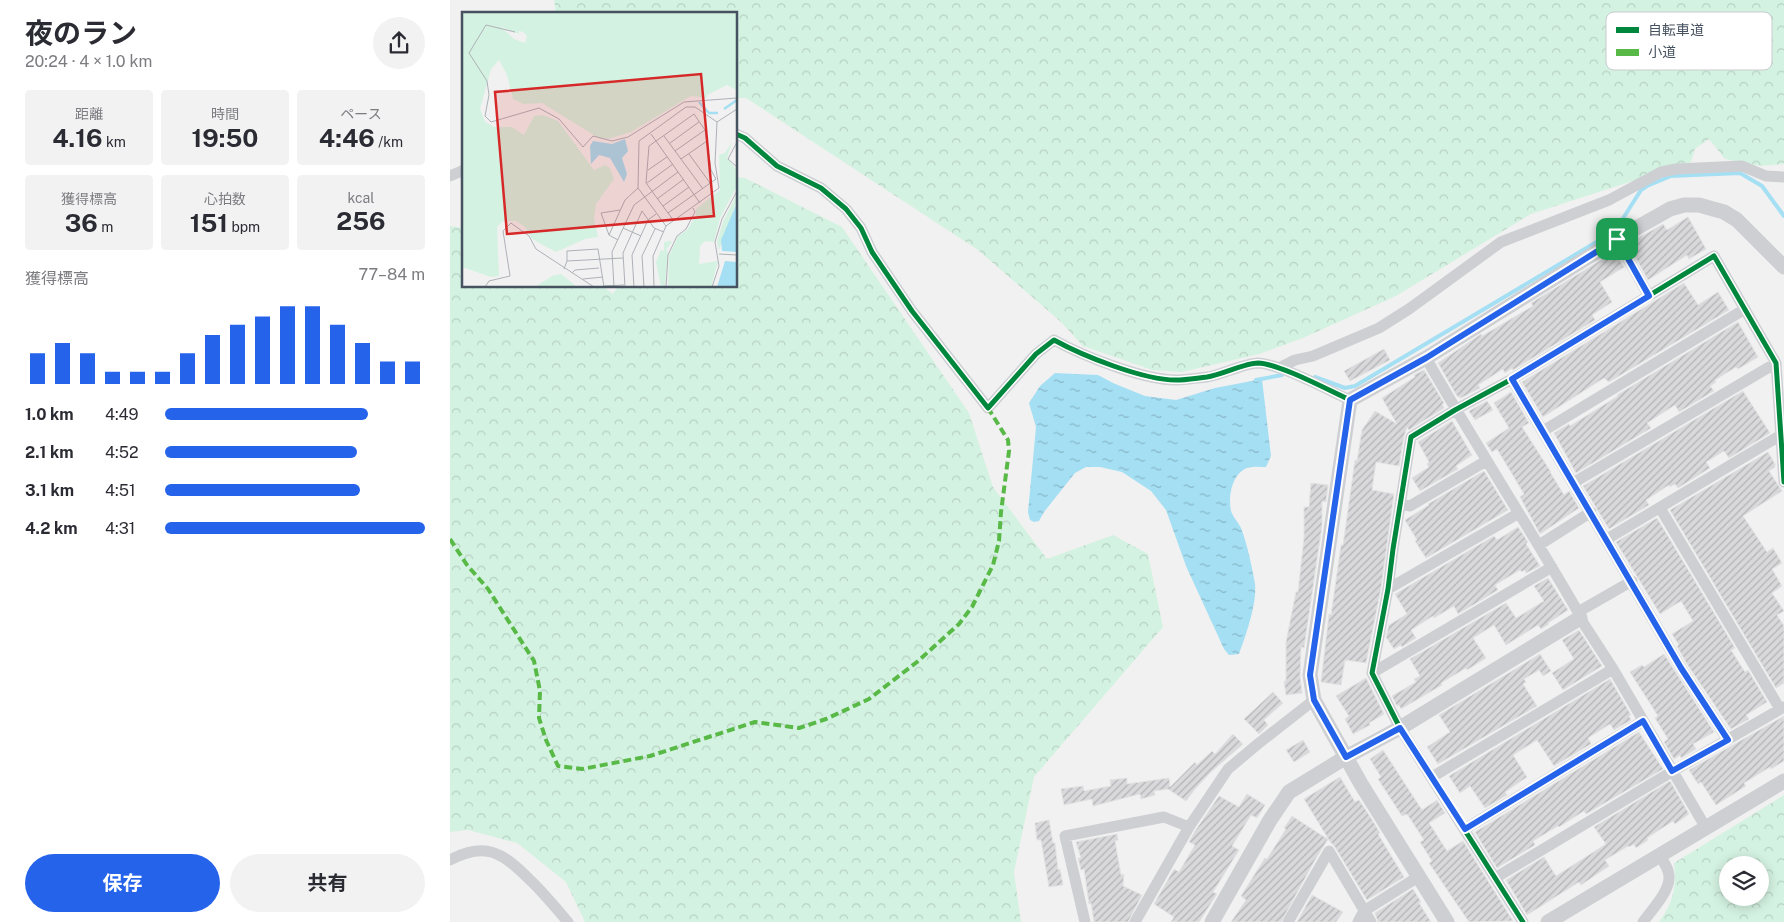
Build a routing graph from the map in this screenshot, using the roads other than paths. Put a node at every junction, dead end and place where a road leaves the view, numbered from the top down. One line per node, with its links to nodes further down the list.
1 (738, 135): 11 (street)
2 (462, 171): 3 (street)
3 (450, 176)
4 (1784, 176): 11 (street)
5 (1617, 239): 6 (street); 7 (street); 9 (street)
6 (1784, 266)
7 (1649, 296): 8 (street); 12 (street)
8 (1745, 309): 10 (street); 15 (street)
9 (1426, 358): 13 (street); 14 (street)
10 (1776, 363): 16 (street); 18 (street)
11 (1279, 368): 13 (street)
12 (1512, 379): 14 (street); 15 (street)
13 (1350, 400): 32 (street)
14 (1455, 410): 17 (street); 20 (street)
15 (1543, 431): 18 (street)
16 (1781, 435): 19 (street); 21 (street)
17 (1486, 461): 20 (street); 23 (street)
18 (1573, 482): 22 (street)
19 (1784, 482)
20 (1400, 504): 28 (street)
21 (1660, 508): 24 (street); 33 (street)
22 (1591, 512): 24 (street); 25 (street)
23 (1519, 513): 25 (street); 28 (street)
24 (1607, 539): 27 (street)
25 (1539, 545): 26 (street)
26 (1552, 567): 29 (street); 31 (street)
27 (1632, 581): 29 (street); 36 (street)
28 (1388, 590): 31 (street)
29 (1579, 615): 30 (street); 35 (street)
30 (1613, 669): 34 (street); 39 (street)
31 (1372, 673): 35 (street)
32 (1314, 700): 37 (street); 41 (street)
33 (1782, 708): 36 (street)
34 (1643, 721): 38 (street); 43 (street)
35 (1400, 728): 37 (street); 39 (street)
36 (1728, 740): 38 (street)
37 (1346, 757): 46 (street); 52 (street)
38 (1672, 771): 42 (street); 47 (street)
39 (1432, 777): 43 (street)
40 (1784, 781): 42 (street)
41 (1189, 827): 50 (street); 51 (street)
42 (1706, 828): 44 (street)
43 (1465, 829): 47 (street)
44 (1660, 856): 58 (street); 59 (street)
45 (450, 860): 49 (street)
46 (1418, 877): 48 (street); 56 (street)
47 (1495, 878): 57 (street)
48 (1364, 911): 53 (street); 54 (street); 55 (street)
49 (568, 922)
50 (1085, 922)
51 (1135, 922)
52 (1212, 922)
53 (1288, 922)
54 (1358, 922)
55 (1371, 922)
56 (1447, 922)
57 (1523, 922)
58 (1548, 922)
59 (1643, 922)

What the task requires:
From the first record to the last, copy everything exactly except the pictures.

Your solution:
Build a routing graph from the map in this screenshot, using the roads other than paths. Put a node at every junction, dead end and place where a road leaves the view, numbered from the top down. One line per node, with its links to nodes further down the list.
1 (738, 135): 11 (street)
2 (462, 171): 3 (street)
3 (450, 176)
4 (1784, 176): 11 (street)
5 (1617, 239): 6 (street); 7 (street); 9 (street)
6 (1784, 266)
7 (1649, 296): 8 (street); 12 (street)
8 (1745, 309): 10 (street); 15 (street)
9 (1426, 358): 13 (street); 14 (street)
10 (1776, 363): 16 (street); 18 (street)
11 (1279, 368): 13 (street)
12 (1512, 379): 14 (street); 15 (street)
13 (1350, 400): 32 (street)
14 (1455, 410): 17 (street); 20 (street)
15 (1543, 431): 18 (street)
16 (1781, 435): 19 (street); 21 (street)
17 (1486, 461): 20 (street); 23 (street)
18 (1573, 482): 22 (street)
19 (1784, 482)
20 (1400, 504): 28 (street)
21 (1660, 508): 24 (street); 33 (street)
22 (1591, 512): 24 (street); 25 (street)
23 (1519, 513): 25 (street); 28 (street)
24 (1607, 539): 27 (street)
25 (1539, 545): 26 (street)
26 (1552, 567): 29 (street); 31 (street)
27 (1632, 581): 29 (street); 36 (street)
28 (1388, 590): 31 (street)
29 (1579, 615): 30 (street); 35 (street)
30 (1613, 669): 34 (street); 39 (street)
31 (1372, 673): 35 (street)
32 (1314, 700): 37 (street); 41 (street)
33 (1782, 708): 36 (street)
34 (1643, 721): 38 (street); 43 (street)
35 (1400, 728): 37 (street); 39 (street)
36 (1728, 740): 38 (street)
37 (1346, 757): 46 (street); 52 (street)
38 (1672, 771): 42 (street); 47 (street)
39 (1432, 777): 43 (street)
40 (1784, 781): 42 (street)
41 (1189, 827): 50 (street); 51 (street)
42 (1706, 828): 44 (street)
43 (1465, 829): 47 (street)
44 (1660, 856): 58 (street); 59 (street)
45 (450, 860): 49 (street)
46 (1418, 877): 48 (street); 56 (street)
47 (1495, 878): 57 (street)
48 (1364, 911): 53 (street); 54 (street); 55 (street)
49 (568, 922)
50 (1085, 922)
51 (1135, 922)
52 (1212, 922)
53 (1288, 922)
54 (1358, 922)
55 (1371, 922)
56 (1447, 922)
57 (1523, 922)
58 (1548, 922)
59 (1643, 922)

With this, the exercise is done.